# TASK INSTRUCTIONS
Only lines containing "roads" belong in the answer, each copied from the entries below.

____

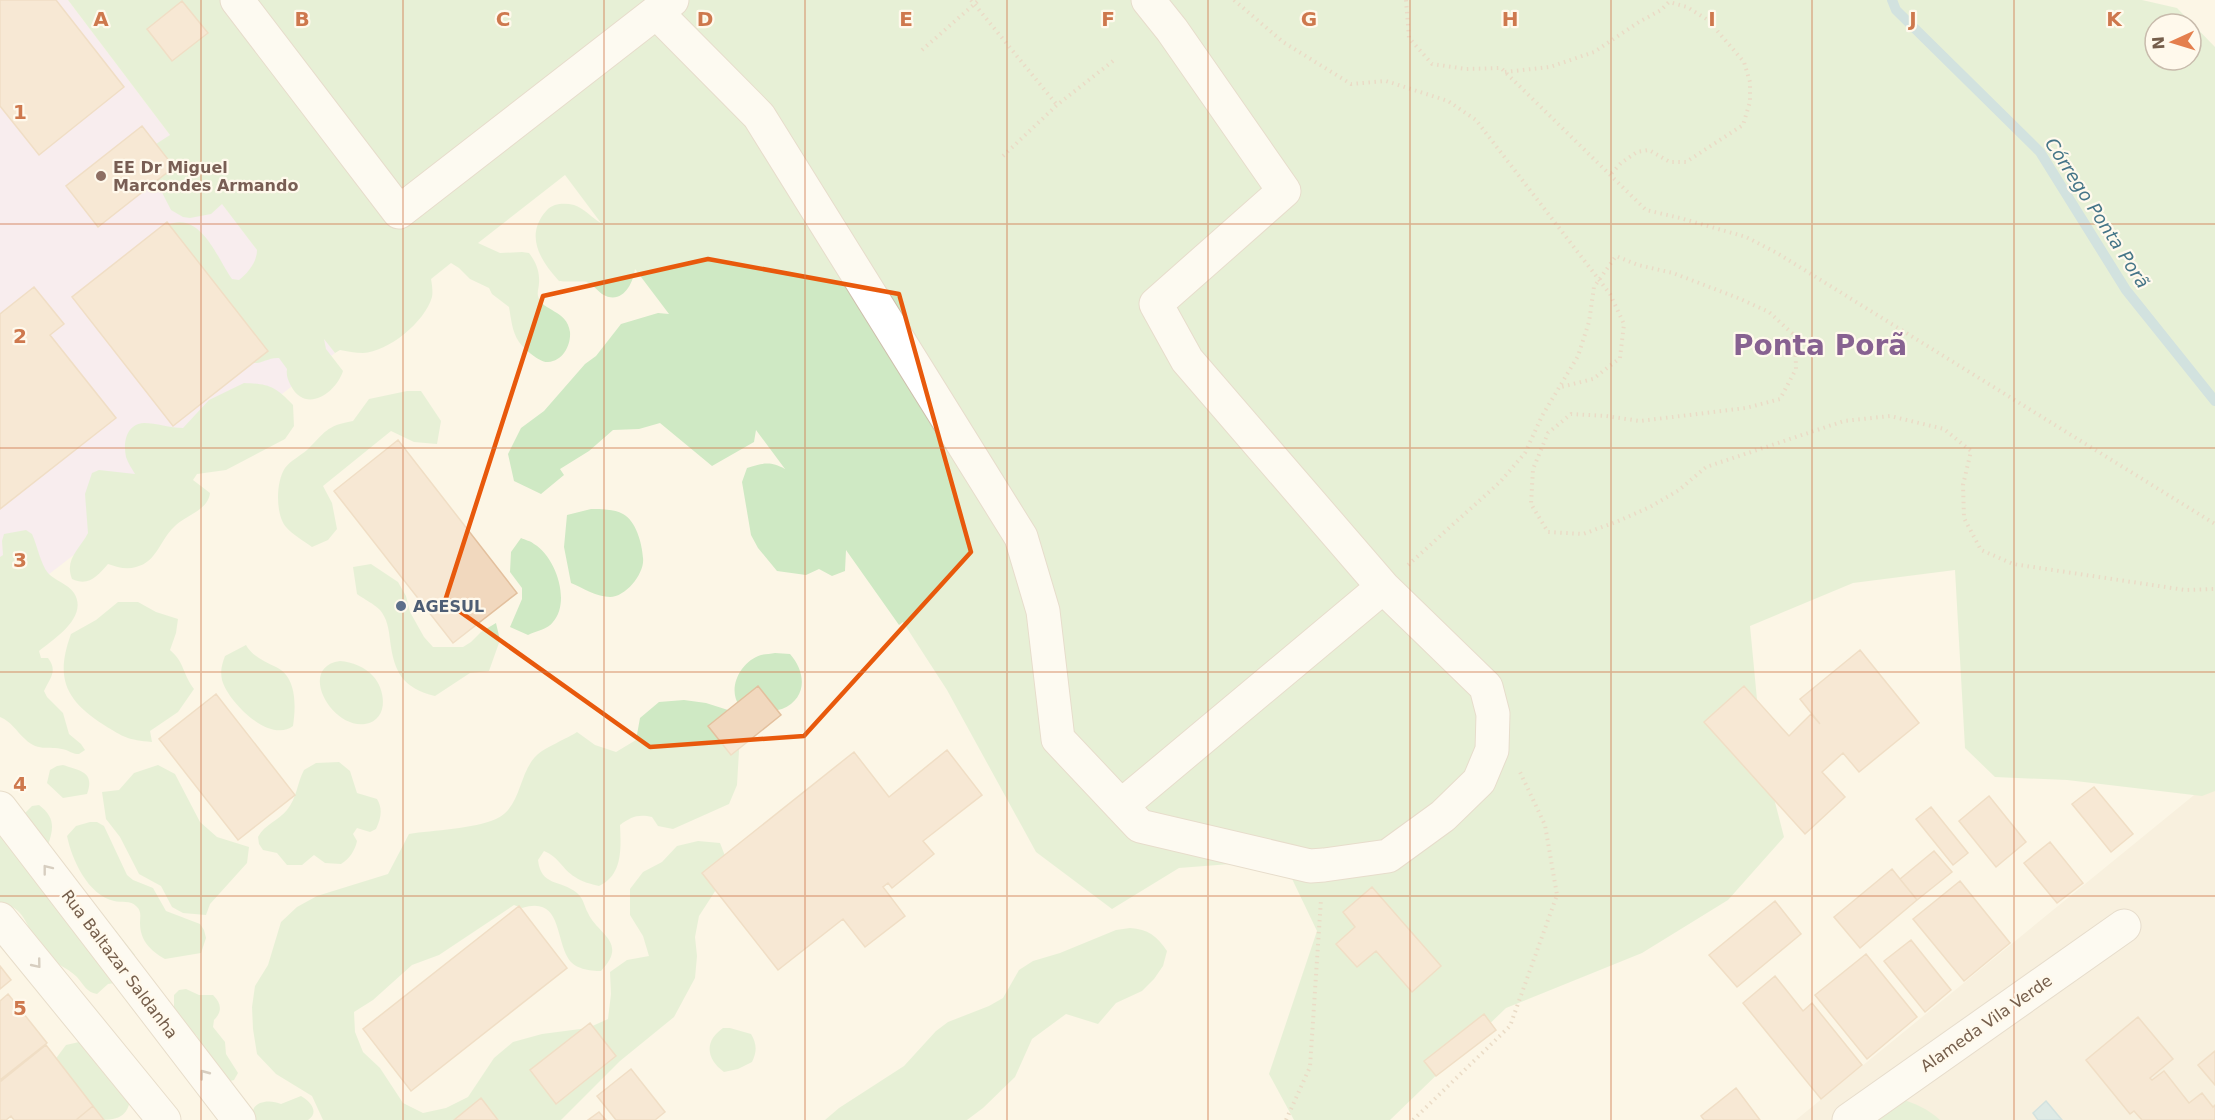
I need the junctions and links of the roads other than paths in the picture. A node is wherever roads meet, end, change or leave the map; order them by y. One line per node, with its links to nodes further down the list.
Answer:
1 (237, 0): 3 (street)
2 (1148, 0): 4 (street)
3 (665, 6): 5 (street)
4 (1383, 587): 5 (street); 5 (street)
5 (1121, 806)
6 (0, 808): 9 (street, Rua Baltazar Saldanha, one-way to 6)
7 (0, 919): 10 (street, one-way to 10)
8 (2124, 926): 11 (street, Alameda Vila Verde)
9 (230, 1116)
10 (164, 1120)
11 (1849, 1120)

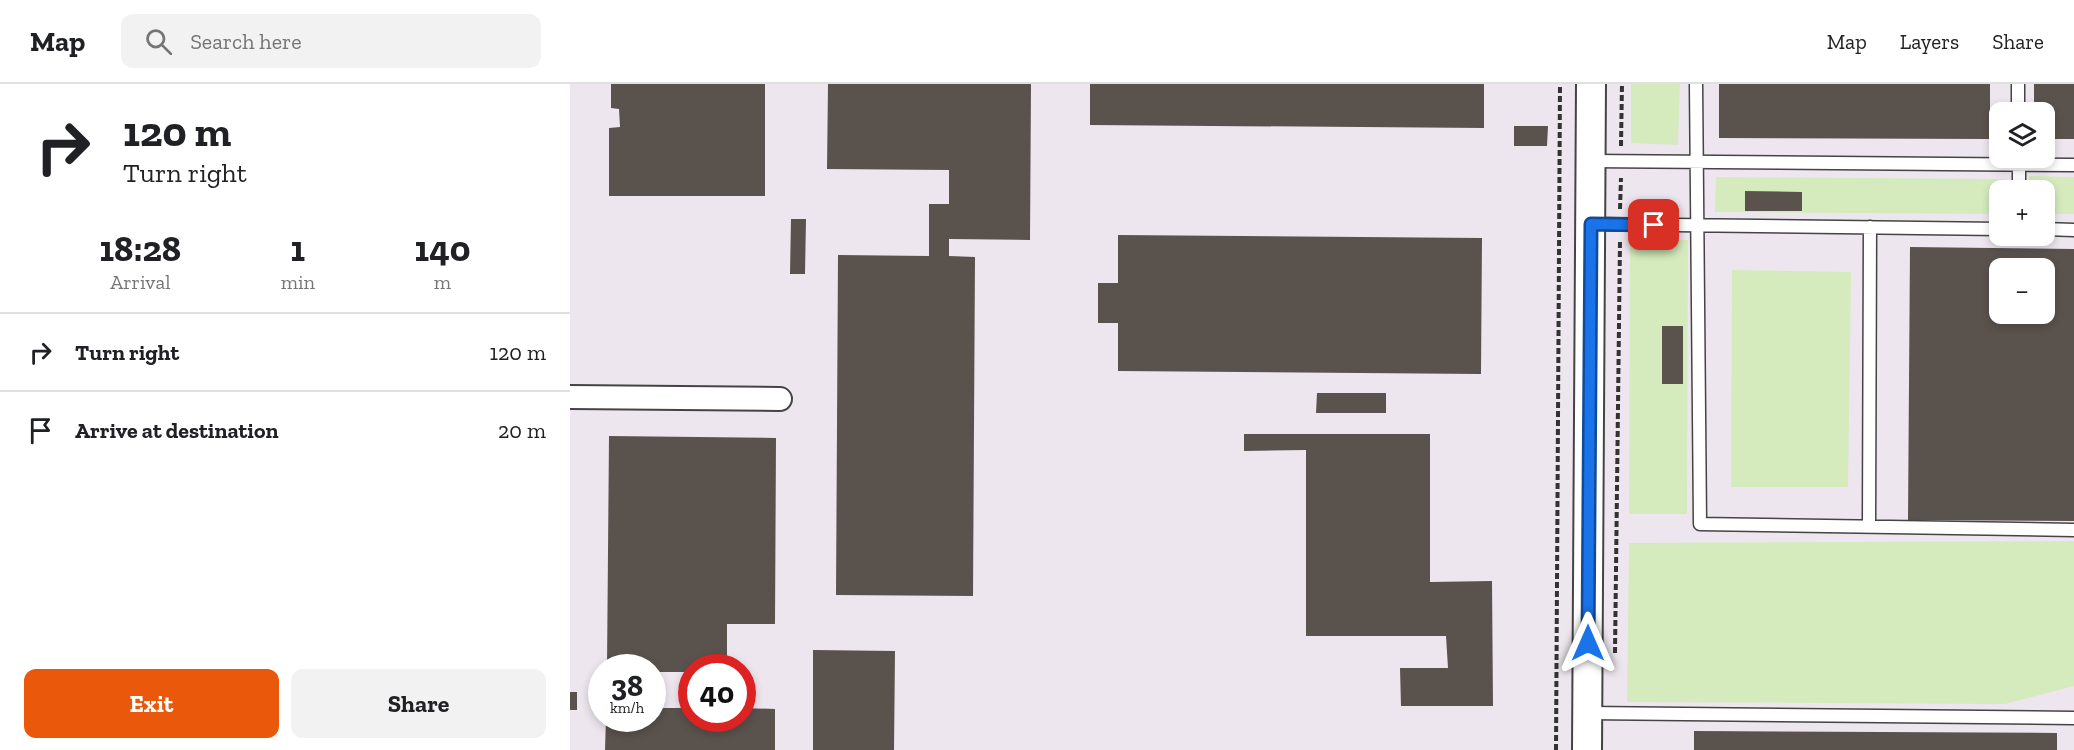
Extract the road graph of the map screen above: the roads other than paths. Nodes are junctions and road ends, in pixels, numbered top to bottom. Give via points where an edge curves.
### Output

____

# SOLUTION TO THE PROBLEM
I need the junctions and links of the roads other than paths in the picture. A node is wherever roads meet, end, change or leave the map; order them by y. One line per node, with its links to nodes further down the list.
Extract the road graph of the map screen above: the roads other than paths. Nodes are junctions and road ends, in pixels, numbered top to bottom. Give via points where an edge curves.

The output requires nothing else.